Roy Wyman, a partner with the legal firm Nelson Mullins

So, where are we today? – Quantum computing is becoming more common but still very expensive. Announcements like the ten-year partnership between IBM and The Cleveland Clinic to deploy a quantum computing system will be rare. As noted in the statement, “it takes a very forward-looking organization to invest heavily in quantum computing today. It’s one thing for a nation-state to start working with this nascent technology, given the potential it has in a wide variety of fields, but it’s another for a nonprofit to make a similar bet.”

Individual health systems may not be able to afford their own quantum computing systems. One potential solution for health plans: banding together to create security cooperatives to share resources, group data where appropriate, and segment it where critical firewalls are needed. This could be accomplished via a joint venture, one of healthcare’s favorite ways to turn competitors into collaborators, that is funded by participating members. Data partnership companies like Truveta are uniquely positioned to capitalize on the adoption of quantum computing. Truveta has access to health data representing 15% of the U.S. through its 17 healthcare system members. And, their partnership with Microsoft gives them a solid tech partner who can invest time, money, and resources to build out a stable platform to meet their current needs and scale as required to foster future growth opportunities.


My take – This is genuinely very nascent technology, and we don’t fully understand the cost/benefit calculation when considering deploying quantum computing systems in health care. CB Insights notes that while quantum computing “faces several hurdles, … the payoff may still be worth it. Some think that quantum computing represents the next big paradigm shift for computing—akin to the emergence of the internet or the PC.”

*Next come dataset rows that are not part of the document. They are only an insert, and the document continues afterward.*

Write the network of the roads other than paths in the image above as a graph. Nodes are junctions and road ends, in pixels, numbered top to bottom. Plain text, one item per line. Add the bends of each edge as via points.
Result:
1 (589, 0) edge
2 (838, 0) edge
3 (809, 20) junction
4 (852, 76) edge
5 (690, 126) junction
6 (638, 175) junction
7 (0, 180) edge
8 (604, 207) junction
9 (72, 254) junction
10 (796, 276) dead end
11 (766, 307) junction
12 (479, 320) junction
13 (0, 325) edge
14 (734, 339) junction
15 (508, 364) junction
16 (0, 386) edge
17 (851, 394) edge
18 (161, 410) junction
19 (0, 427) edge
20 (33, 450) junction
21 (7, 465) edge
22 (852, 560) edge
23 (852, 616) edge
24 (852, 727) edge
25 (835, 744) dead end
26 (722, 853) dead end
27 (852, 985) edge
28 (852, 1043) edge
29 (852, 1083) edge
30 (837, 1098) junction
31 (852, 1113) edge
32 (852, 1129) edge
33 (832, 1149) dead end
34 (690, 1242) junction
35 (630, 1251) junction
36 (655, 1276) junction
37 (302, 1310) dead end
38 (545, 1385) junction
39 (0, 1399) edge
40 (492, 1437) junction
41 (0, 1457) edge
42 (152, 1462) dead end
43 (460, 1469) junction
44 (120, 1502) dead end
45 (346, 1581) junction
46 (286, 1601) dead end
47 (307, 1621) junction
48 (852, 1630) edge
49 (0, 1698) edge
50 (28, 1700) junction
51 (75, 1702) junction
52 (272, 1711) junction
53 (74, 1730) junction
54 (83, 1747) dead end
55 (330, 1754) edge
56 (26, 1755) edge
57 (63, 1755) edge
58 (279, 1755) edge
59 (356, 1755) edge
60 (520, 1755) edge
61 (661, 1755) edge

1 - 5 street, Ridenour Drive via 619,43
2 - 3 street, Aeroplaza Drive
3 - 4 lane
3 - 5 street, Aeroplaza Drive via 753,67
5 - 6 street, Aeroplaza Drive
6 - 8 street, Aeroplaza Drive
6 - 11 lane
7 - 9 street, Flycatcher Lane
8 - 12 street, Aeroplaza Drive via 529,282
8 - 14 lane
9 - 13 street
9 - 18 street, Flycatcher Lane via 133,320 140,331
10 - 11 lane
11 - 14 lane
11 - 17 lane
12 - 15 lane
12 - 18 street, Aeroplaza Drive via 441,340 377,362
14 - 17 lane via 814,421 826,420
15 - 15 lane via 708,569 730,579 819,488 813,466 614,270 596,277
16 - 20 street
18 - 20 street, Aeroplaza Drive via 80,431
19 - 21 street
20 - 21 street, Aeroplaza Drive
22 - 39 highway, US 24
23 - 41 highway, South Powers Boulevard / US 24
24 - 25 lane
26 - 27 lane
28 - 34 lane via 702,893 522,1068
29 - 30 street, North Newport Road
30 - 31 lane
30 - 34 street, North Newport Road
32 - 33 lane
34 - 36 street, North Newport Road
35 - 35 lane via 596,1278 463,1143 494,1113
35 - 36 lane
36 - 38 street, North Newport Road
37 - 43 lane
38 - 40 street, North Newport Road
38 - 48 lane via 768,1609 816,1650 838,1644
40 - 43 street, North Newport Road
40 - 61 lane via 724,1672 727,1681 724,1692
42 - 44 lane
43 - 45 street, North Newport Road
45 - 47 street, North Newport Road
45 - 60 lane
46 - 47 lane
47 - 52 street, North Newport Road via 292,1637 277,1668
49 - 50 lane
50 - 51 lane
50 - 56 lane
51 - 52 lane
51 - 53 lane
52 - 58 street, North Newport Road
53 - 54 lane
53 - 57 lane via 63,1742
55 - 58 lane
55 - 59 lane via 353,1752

But, we also need to consider the necessary regulatory and security revisions that will need to be put into place to capitalize on the potential benefits and minimize the inherent risks in implementing the technology. We either need to revise HIPAA to put more resources behind it or, even better, take a step back to reassess privacy and security and how we deal with them. Quantum computing and regulatory frameworks remind us that it will take collaborative, integrated, and simultaneously occurring reforms—along with redefined business models and value chains—for sustained healthcare reform.